Steden worstelen met het vinden van een goede balans tussen verdichten en het creëren van een gezonde leefomgeving
Hoewel compacte steden zo bezien positieve effecten hebben op het gebied van duurzaamheid, laat het onderzoek zien dat ze kampen met een aantal aanzienlijke gezondheidsuitdagingen. Zo is in dichtbevolkte steden de luchtkwaliteit vaak matig vanwege hoge concentraties stikstofdioxide: een schadelijke stof die vrijkomt bij de verbranding van fossiele brandstoffen, voornamelijk in het verkeer. Daarnaast ervaren deze steden een sterker hitte-eilandeffect, waarbij de temperatuur in de stad aanzienlijk hoger ligt dan op het platteland. Volgens de studie ligt het aantal natuurlijke sterfgevallen in compacte steden zelfs 12 procent hoger in vergelijking met minder dichtbevolkte, groenere steden.
Balans tussen dichtheid en gezondheid
Steden worstelen door deze dilemma’s met het vinden van een goede balans tussen verdichten en het creëren van een gezonde leefomgeving, schreef Gebiedsontwikkeling.nu al eerder. De sleutel om én binnenstedelijk meer woningen te realiseren én de groenvoorziening op peil te houden, is nog niet gevonden. Hanneke Kruize, lector gezonde stedelijke ontwikkeling, betoogde dat kennis van gezondheidsprofessionals vaak niet, of te laat, bij gebiedsontwikkelingen wordt betrokken. Ook wordt er weinig aan monitoring gedaan. Het is onvoldoende duidelijk waarom het op de ene plek wel lukt om gezondheidsaspecten mee te nemen in het stedelijk ontwerp en op andere locaties juist niet.
De onderzoekers van het Barcelona Institute for Global Health wijzen in algemene zin op een streefgetal voor een gezonde stedelijke dichtheid. Ze spreken van een ‘Goldilocks Zone’ met daarin woonomgevingen die tussen de 45 en 175 woningen per hectare tellen. Die bieden voldoende dichtheid om te profiteren van de voordelen van een compacte stad (zoals efficiënt openbaar vervoer), zonder de nadelen van overmatige drukte en vervuiling.
Steden in transitie
Veel Europese steden bevinden zich volgens de onderzoekers in een overgangsfase waarin ze proberen vervuiling tegen te gaan en tegelijkertijd de toegang tot voorzieningen maximaliseren. Zo wordt er in Barcelona gewerkt aan het terugdringen van autoverkeer door de invoering van zogenoemde ‘superblocks’, waarbij straten autovrij worden gemaakt en omgevormd tot openbare ruimtes.

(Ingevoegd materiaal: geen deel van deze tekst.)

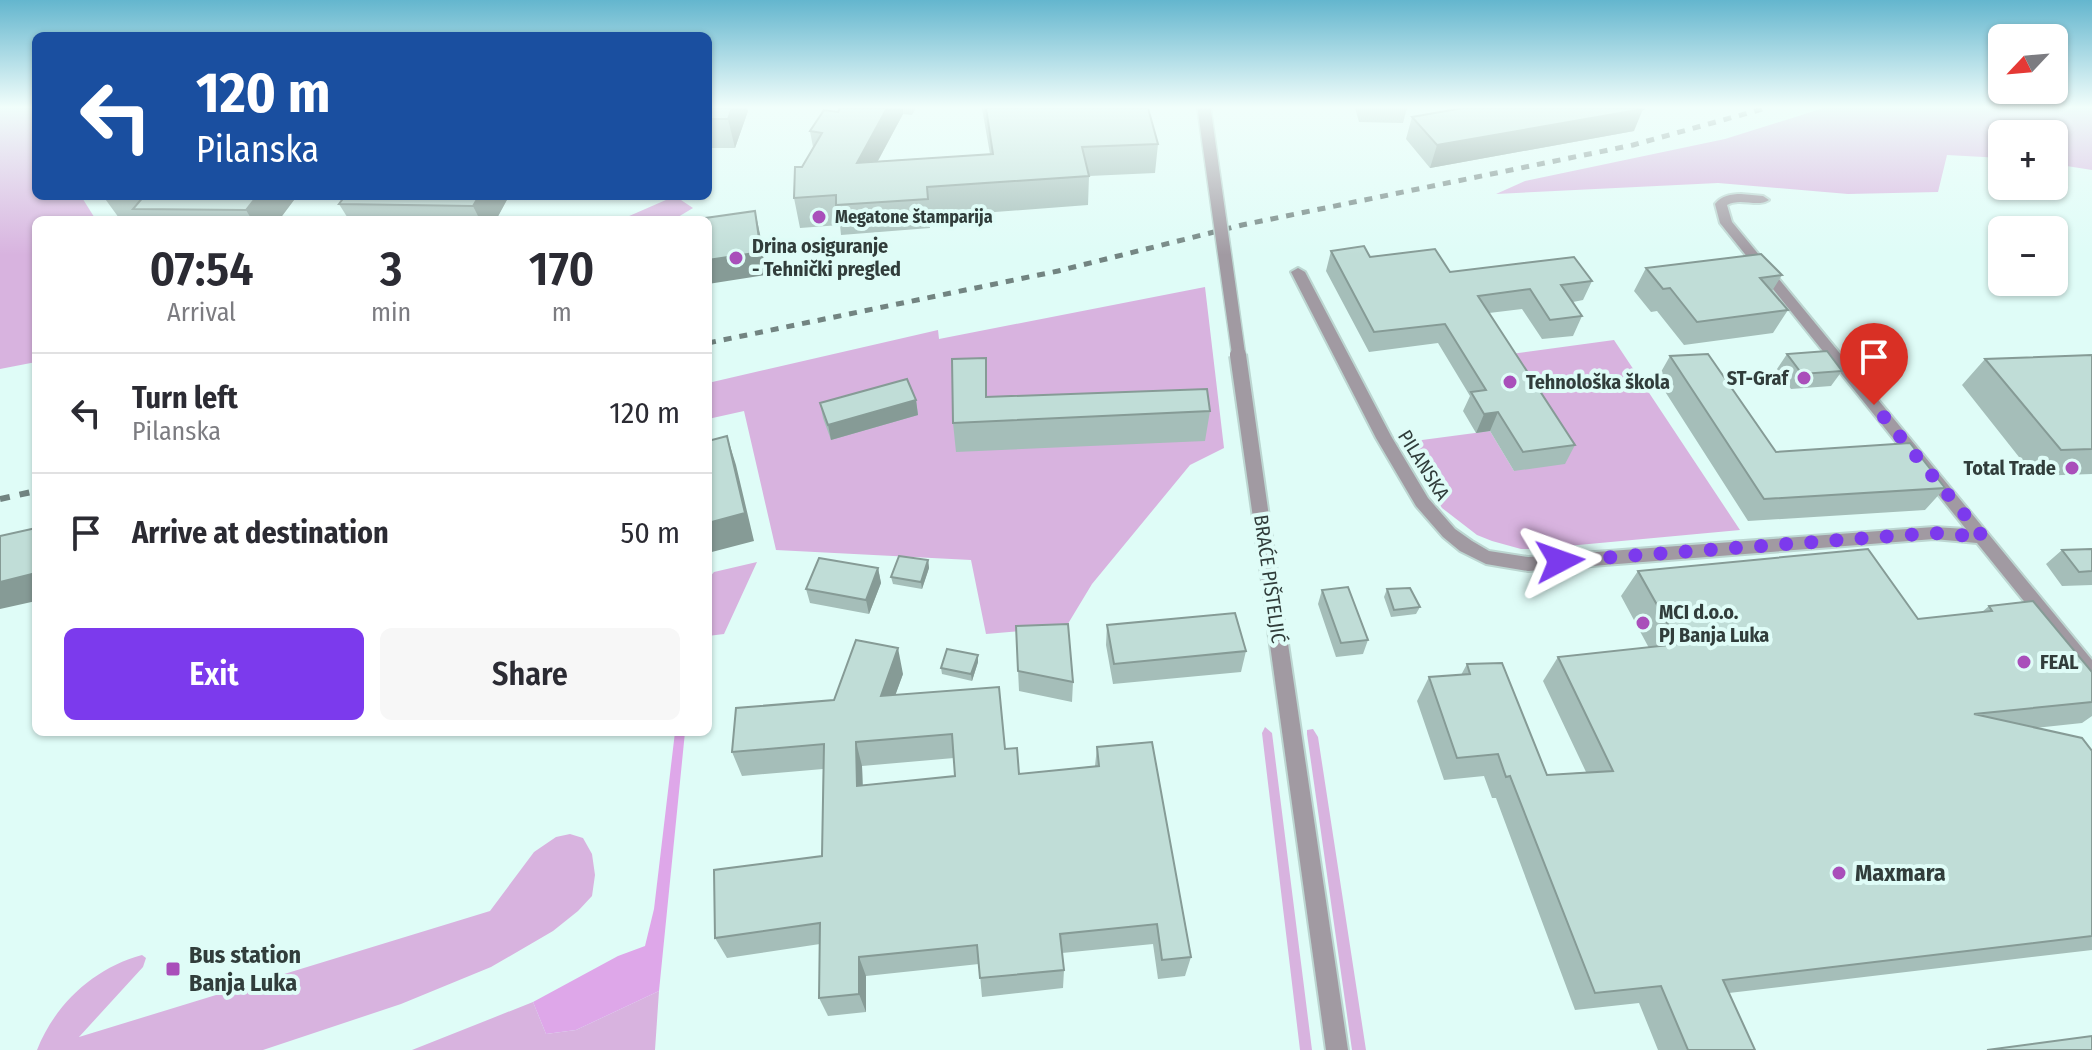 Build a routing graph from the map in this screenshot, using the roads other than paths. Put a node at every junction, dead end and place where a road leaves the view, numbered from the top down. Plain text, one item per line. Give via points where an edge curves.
1 (1211, 157) edge
2 (1763, 200) dead end
3 (1298, 272) dead end
4 (1983, 537) junction
5 (2092, 673) edge
6 (1337, 1050) edge

1 - 6 street, BRAĆE PIŠTELJIĆ, bridge
2 - 4 street via 1724,200 1726,223
3 - 4 street, PILANSKA via 1422,502 1449,533 1486,557 1528,564 1934,533
4 - 5 street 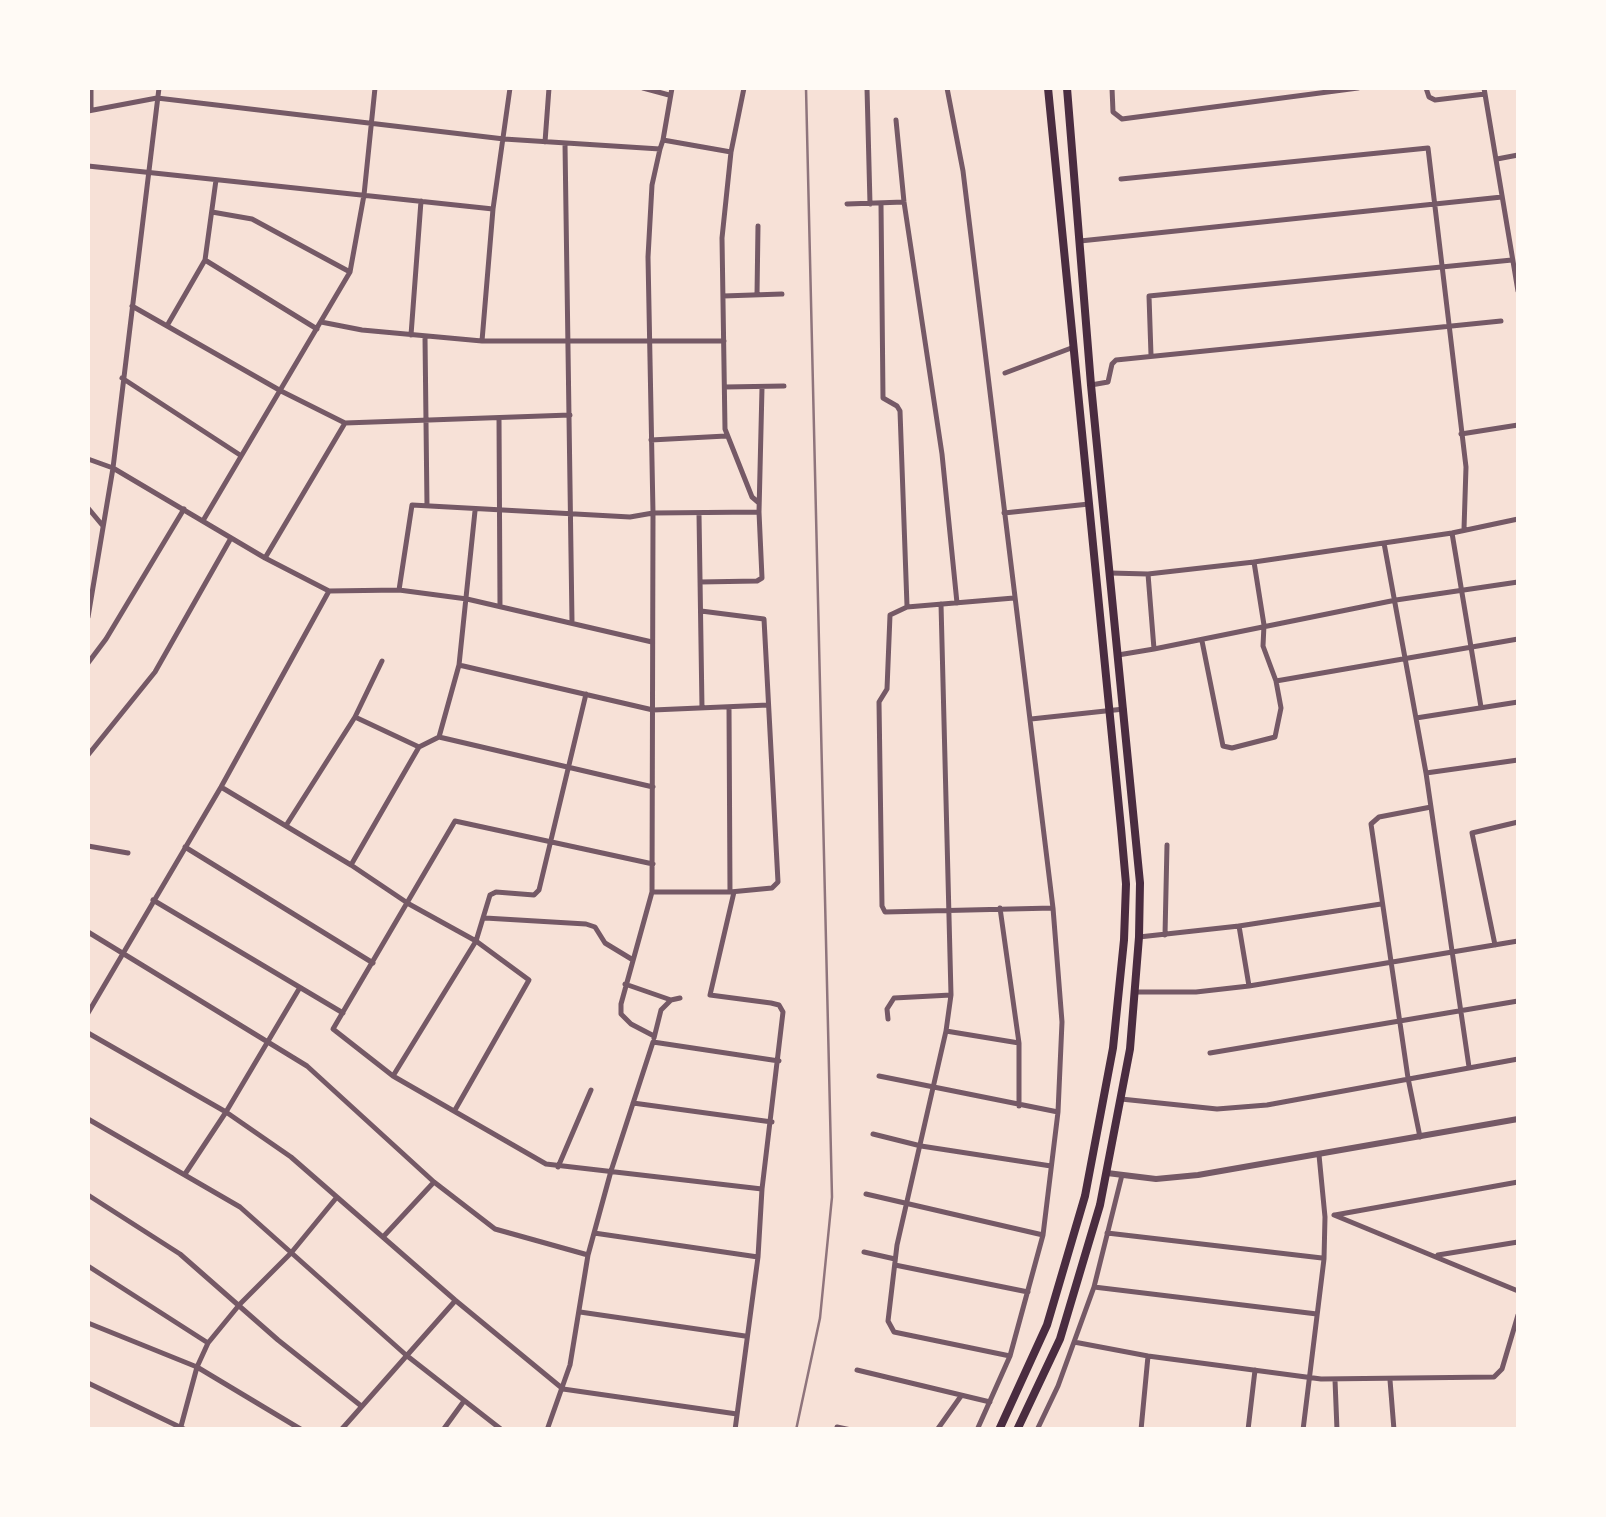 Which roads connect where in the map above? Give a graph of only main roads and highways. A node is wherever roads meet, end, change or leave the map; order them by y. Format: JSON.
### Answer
{"nodes":[{"id":1,"x":1048,"y":88,"type":"edge"},
{"id":2,"x":1066,"y":88,"type":"edge"},
{"id":3,"x":999,"y":1430,"type":"edge"},
{"id":4,"x":1017,"y":1430,"type":"edge"}],
"edges":[{"from":1,"to":3,"type":"main road"},
{"from":2,"to":4,"type":"main road"}]} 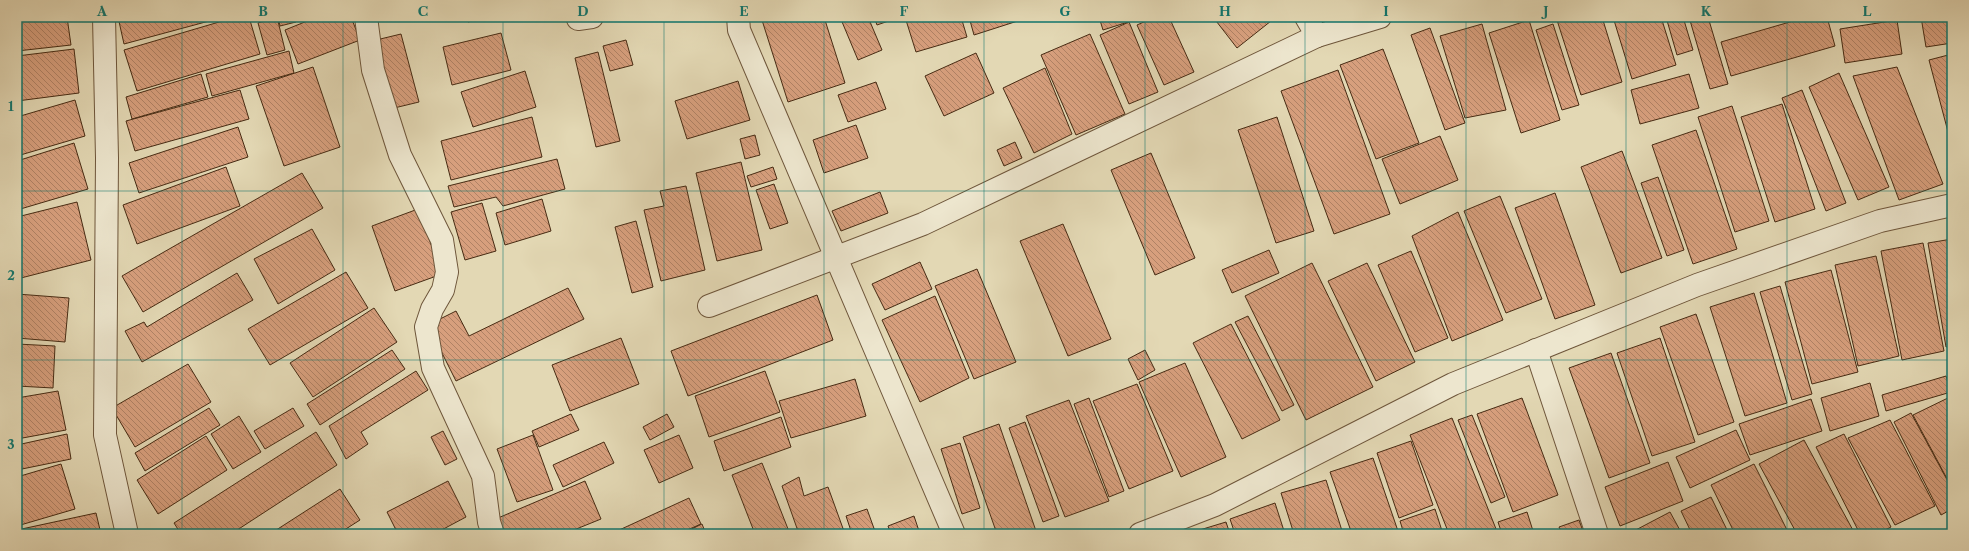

Deze superblocks hebben geresulteerd in een betere luchtkwaliteit, minder geluidsoverlast en meer groen, wat de leefbaarheid in de wijken aanzienlijk heeft verbeterd. Maar, zoals onderzoeker Sasha Khomenko aangeeft, een klein deel van de stad autovrij maken is zeker niet genoeg: “Om echt effect te hebben, moeten heel veel straten op deze manier worden heringericht om zowel het verkeer als de vervuiling aanzienlijk te verminderen.”